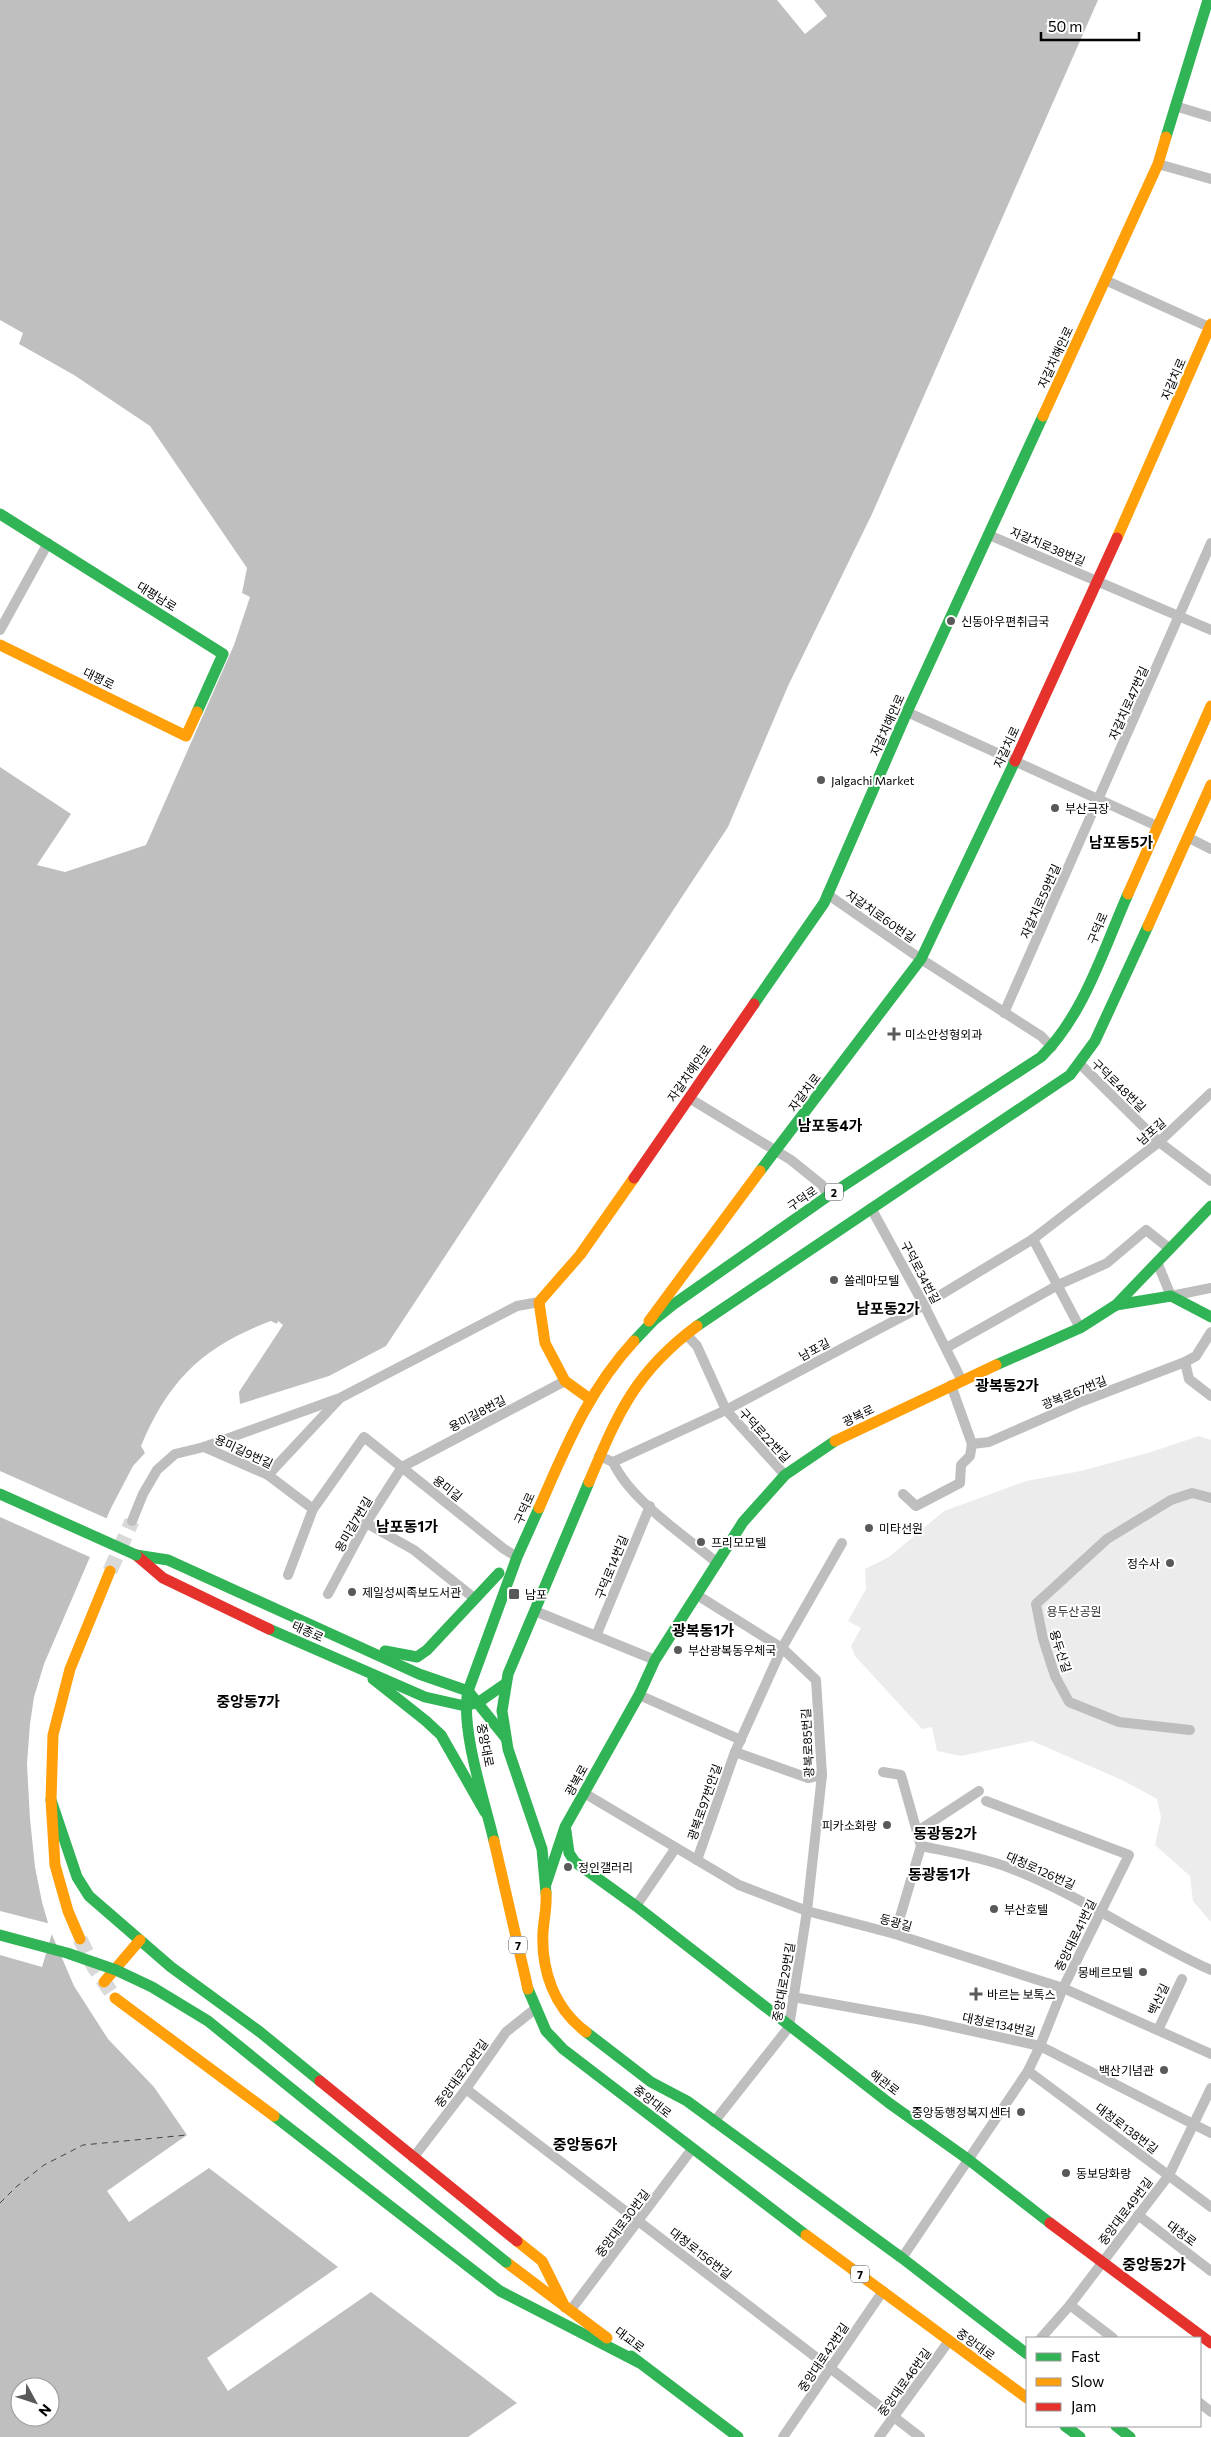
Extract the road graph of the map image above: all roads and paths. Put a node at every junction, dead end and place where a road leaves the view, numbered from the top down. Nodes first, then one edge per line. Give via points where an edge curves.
1 (1208, 0) edge
2 (1175, 106) junction
3 (1211, 117) edge
4 (1158, 164) junction
5 (1211, 179) edge
6 (1105, 280) junction
7 (1211, 326) edge
8 (0, 514) edge
9 (989, 535) junction
10 (48, 543) junction
11 (1211, 543) edge
12 (1096, 579) junction
13 (1180, 616) junction
14 (0, 630) edge
15 (1211, 630) edge
16 (0, 645) edge
17 (1211, 706) edge
18 (907, 712) junction
19 (186, 736) joint
20 (1015, 762) junction
21 (1211, 785) edge
22 (1098, 800) junction
23 (1157, 826) junction
24 (1189, 838) junction
25 (1211, 849) edge
26 (827, 894) junction
27 (921, 959) junction
28 (1004, 1013) junction
29 (1052, 1047) junction
30 (1080, 1064) junction
31 (1211, 1093) edge
32 (689, 1098) junction
33 (1159, 1142) junction
34 (776, 1152) junction
35 (1211, 1181) edge
36 (828, 1196) junction
37 (1211, 1206) edge
38 (872, 1208) junction
39 (1033, 1239) junction
40 (1170, 1249) junction
41 (1157, 1262) junction
42 (1058, 1285) junction
43 (1211, 1288) edge
44 (1171, 1296) junction
45 (539, 1302) junction
46 (924, 1305) junction
47 (1116, 1305) junction
48 (1211, 1317) edge
49 (1080, 1328) junction
50 (642, 1332) junction
51 (1211, 1332) edge
52 (686, 1334) junction
53 (946, 1348) junction
54 (1185, 1362) junction
55 (565, 1380) junction
56 (956, 1383) junction
57 (1211, 1396) edge
58 (340, 1398) junction
59 (590, 1399) junction
60 (726, 1410) junction
61 (972, 1444) junction
62 (204, 1447) junction
63 (599, 1456) junction
64 (613, 1462) junction
65 (402, 1468) junction
66 (785, 1474) junction
67 (268, 1476) junction
68 (0, 1494) edge
69 (903, 1494) dead end
70 (1211, 1498) edge
71 (650, 1506) junction
72 (313, 1509) junction
73 (132, 1521) tunnel mouth
74 (366, 1523) junction
75 (842, 1543) dead end
76 (136, 1555) junction
77 (517, 1557) junction
78 (716, 1562) junction
79 (110, 1571) tunnel mouth
80 (288, 1575) dead end
81 (328, 1594) dead end
82 (698, 1595) junction
83 (474, 1598) junction
84 (535, 1611) junction
85 (596, 1636) junction
86 (360, 1648) junction
87 (782, 1648) junction
88 (655, 1660) junction
89 (365, 1671) junction
90 (505, 1684) junction
91 (468, 1690) junction
92 (639, 1695) junction
93 (480, 1702) junction
94 (466, 1706) junction
95 (1190, 1730) dead end
96 (505, 1737) junction
97 (741, 1740) junction
98 (735, 1752) junction
99 (883, 1772) dead end
100 (822, 1775) junction
101 (979, 1791) dead end
102 (584, 1793) junction
103 (51, 1800) junction
104 (986, 1801) dead end
105 (488, 1816) junction
106 (565, 1827) junction
107 (918, 1831) junction
108 (920, 1846) junction
109 (675, 1849) junction
110 (697, 1860) junction
111 (546, 1884) junction
112 (636, 1906) junction
113 (1101, 1910) junction
114 (807, 1911) junction
115 (896, 1934) junction
116 (0, 1935) edge
117 (80, 1939) tunnel mouth
118 (140, 1940) junction
119 (1211, 1970) edge
120 (1182, 1979) dead end
121 (104, 1982) dead end
122 (1063, 1988) junction
123 (793, 1997) junction
124 (115, 1998) tunnel mouth
125 (536, 2009) junction
126 (789, 2027) junction
127 (1158, 2030) junction
128 (1040, 2046) junction
129 (1211, 2054) edge
130 (1028, 2071) junction
131 (1211, 2088) edge
132 (466, 2089) junction
133 (714, 2122) junction
134 (1194, 2122) junction
135 (1211, 2133) edge
136 (692, 2149) junction
137 (412, 2158) junction
138 (969, 2160) junction
139 (1169, 2175) junction
140 (1211, 2207) edge
141 (1138, 2215) junction
142 (639, 2221) junction
143 (902, 2258) junction
144 (1102, 2263) junction
145 (1211, 2270) edge
146 (883, 2291) junction
147 (1070, 2305) junction
148 (568, 2309) junction
149 (1042, 2337) edge
150 (1113, 2337) edge
151 (949, 2341) junction
152 (1211, 2343) edge
153 (1026, 2353) edge
154 (638, 2362) junction
155 (830, 2368) junction
156 (1026, 2397) edge
157 (895, 2418) junction
158 (1066, 2427) edge
159 (1117, 2427) edge
160 (738, 2437) edge
161 (783, 2437) edge
162 (879, 2437) edge
163 (920, 2437) edge
164 (1080, 2437) edge
165 (1130, 2437) edge

1 - 2 main road, 자갈치해안로
2 - 3 street
2 - 4 main road, 자갈치해안로
4 - 5 street
4 - 6 main road, 자갈치해안로
6 - 7 street
6 - 9 main road, 자갈치해안로
7 - 12 main road, 자갈치로
8 - 10 main road, 대평남로
9 - 12 street, 자갈치로38번길
9 - 18 main road, 자갈치해안로
10 - 14 street
10 - 19 main road, 대평남로 via 223,654
11 - 13 street, 자갈치로47번길
12 - 13 street, 자갈치로38번길
12 - 20 main road, 자갈치로
13 - 15 street, 자갈치로38번길
13 - 22 street, 자갈치로47번길
16 - 19 main road, 대평로
17 - 23 main road, 구덕로 / 2
18 - 20 street
18 - 26 main road, 자갈치해안로
20 - 22 street
20 - 27 main road, 자갈치로
21 - 24 main road
22 - 23 street
22 - 28 street, 자갈치로59번길
23 - 29 main road, 구덕로 / 2 via 1078,1008
24 - 25 street
24 - 30 main road via 1095,1042
26 - 27 street, 자갈치로60번길
26 - 32 main road, 자갈치해안로
27 - 28 street
27 - 34 main road, 자갈치로
28 - 29 street via 1041,1036
29 - 36 main road, 구덕로 / 2 via 1042,1057
30 - 33 street, 구덕로48번길
30 - 38 main road via 1058,1084
31 - 33 street, 남포길
32 - 34 street
32 - 45 main road, 자갈치해안로 via 580,1255
33 - 35 street, 구덕로48번길
33 - 39 street, 남포길
34 - 36 street via 822,1185
34 - 50 main road, 자갈치로 via 678,1279
36 - 50 main road, 구덕로 / 2 via 674,1304
37 - 40 main road, 광복로
38 - 46 street, 구덕로34번길
38 - 52 main road
39 - 42 street
39 - 46 street, 남포길
40 - 41 main road, 광복로
40 - 42 street via 1146,1230 1107,1263
41 - 44 street
41 - 47 main road, 광복로
42 - 49 street
42 - 53 street
43 - 44 street
44 - 47 main road
44 - 48 main road
45 - 55 main road via 545,1343
45 - 58 street via 517,1306
46 - 53 street, 구덕로34번길
46 - 60 street, 남포길
47 - 49 main road, 광복로
49 - 56 main road, 광복로
50 - 59 main road, 구덕로 / 2 via 617,1360
51 - 54 street, 광복로67번길 via 1196,1356
52 - 60 street, 구덕로22번길 via 697,1346
52 - 63 main road via 638,1381
53 - 56 street, 구덕로34번길
54 - 57 street via 1188,1379
54 - 61 street, 광복로67번길 via 989,1442
55 - 59 main road
55 - 65 street, 용미길8번길
56 - 61 street
56 - 66 main road, 광복로 via 833,1442
58 - 62 street
58 - 67 street
59 - 77 main road, 구덕로 / 2
60 - 64 street, 남포길
60 - 66 street, 구덕로22번길
61 - 69 street via 970,1456 961,1466 960,1482 916,1506
62 - 67 street, 용미길9번길
62 - 73 street, 용미길9번길 via 175,1454 157,1470
63 - 64 street
63 - 84 main road
64 - 71 street via 620,1478
65 - 72 street, 용미길 via 364,1437
65 - 74 street, 용미길7번길
65 - 77 street, 용미길
66 - 78 main road, 광복로 via 743,1522
67 - 72 street, 용미길9번길
68 - 76 main road, 태종로, bridge
70 - 95 street, 용두산길 via 1192,1493 1171,1500 1107,1539 1036,1604 1055,1676 1069,1702 1119,1722
71 - 78 street
71 - 85 street, 구덕로14번길
72 - 80 street
74 - 81 street, 용미길7번길
74 - 83 street via 414,1550
75 - 87 street
76 - 86 main road, 태종로 via 168,1560
76 - 89 main road, 태종로 via 163,1578
77 - 83 main road
77 - 91 main road, 구덕로 / 2
78 - 82 main road, 광복로
79 - 103 main road via 70,1669 53,1736
82 - 87 street, 광복로85번길
82 - 88 main road, 광복로
83 - 86 main road via 417,1657
84 - 85 street
84 - 90 main road
85 - 88 street
86 - 91 main road, 태종로
87 - 97 street, 광복로97번안길
87 - 100 street, 광복로85번길 via 816,1680
88 - 92 main road, 광복로
89 - 94 main road, 태종로 via 425,1697
89 - 105 main road via 434,1728 454,1754 468,1785
90 - 93 main road, 태종로
90 - 96 main road via 502,1711
91 - 93 main road, 태종로
91 - 94 main road, 중앙대로 / 7
92 - 97 street
92 - 102 main road, 광복로
93 - 94 main road, 태종로
93 - 96 main road, 태종로
94 - 105 main road, 중앙대로 / 7 via 470,1739
96 - 111 main road, 중앙대로 / 7 via 542,1849
97 - 98 street, 광복로97번안길
98 - 100 street, 광복로97번안길 via 808,1778
98 - 110 street, 광복로97번안길
99 - 107 street via 901,1775
100 - 114 street, 광복로85번길
101 - 107 street
102 - 106 main road, 광복로
102 - 109 street, 동광길
103 - 117 main road via 55,1865
103 - 118 main road via 77,1877 89,1896
104 - 113 street, 중앙대로41번길 via 1129,1855
105 - 125 main road, 중앙대로 / 7
106 - 111 main road, 광복로
106 - 112 main road, 해관로 via 569,1853 575,1862
107 - 108 street
108 - 113 street, 대청로126번길 via 980,1858 1010,1868
108 - 115 street
109 - 110 street, 동광길
109 - 112 street
110 - 114 street, 동광길 via 739,1885
111 - 133 main road, 중앙대로 / 7 via 544,1965 562,2008 578,2026 651,2082 687,2101
112 - 126 main road, 해관로
113 - 119 street, 대청로126번길 via 1170,1951
113 - 122 street, 중앙대로41번길
114 - 115 street, 동광길
114 - 123 street, 중앙대로29번길
115 - 122 street, 동광길
116 - 148 main road, 대교로, bridge via 75,1956 131,1976 171,1996 208,2021
118 - 121 main road
118 - 137 main road via 170,1967 260,2032
120 - 127 street, 백산길
122 - 127 street, 동광길
122 - 128 street, 중앙대로41번길
123 - 126 street, 중앙대로29번길
123 - 128 street, 대청로134번길 via 922,2020
124 - 154 main road via 500,2291
125 - 132 street, 중앙대로20번길 via 506,2032
125 - 136 main road, 중앙대로 / 7 via 546,2031 563,2049
126 - 133 street, 중앙대로29번길
126 - 138 main road, 해관로
127 - 129 street, 동광길
128 - 130 street, 중앙대로41번길
128 - 134 street, 대청로134번길
130 - 138 street, 중앙대로41번길
130 - 139 street, 대청로138번길
131 - 134 street, 중앙대로49번길
132 - 137 street, 중앙대로20번길
132 - 142 street, 대청로156번길
133 - 143 main road, 중앙대로 / 7
134 - 135 street, 대청로134번길
134 - 139 street, 중앙대로49번길
136 - 142 street, 중앙대로30번길
136 - 146 main road, 중앙대로 / 7
137 - 148 main road via 542,2260
138 - 143 street, 중앙대로41번길
138 - 144 main road, 해관로
139 - 140 street, 대청로138번길
139 - 141 street, 중앙대로49번길
141 - 144 street, 중앙대로49번길
141 - 145 street, 대청로
142 - 148 street, 중앙대로30번길
142 - 155 street, 대청로156번길
143 - 153 main road, 중앙대로 / 7
144 - 147 street, 중앙대로49번길
144 - 152 main road, 해관로
146 - 151 main road, 중앙대로 / 7
146 - 155 street, 중앙대로42번길
147 - 149 street, 중앙대로49번길
147 - 150 street
148 - 154 main road, 대교로
151 - 156 main road, 중앙대로 / 7
151 - 157 street, 중앙대로46번길
154 - 160 main road, 대교로
155 - 157 street, 대청로156번길
155 - 161 street, 중앙대로42번길
157 - 162 street, 중앙대로46번길
157 - 163 street, 대청로156번길
158 - 164 main road
159 - 165 main road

########

_Instructions to follow_: Scan the data above. Return every line with "bridge" in it.

_Result of the task_:
68 - 76 main road, 태종로, bridge
116 - 148 main road, 대교로, bridge via 75,1956 131,1976 171,1996 208,2021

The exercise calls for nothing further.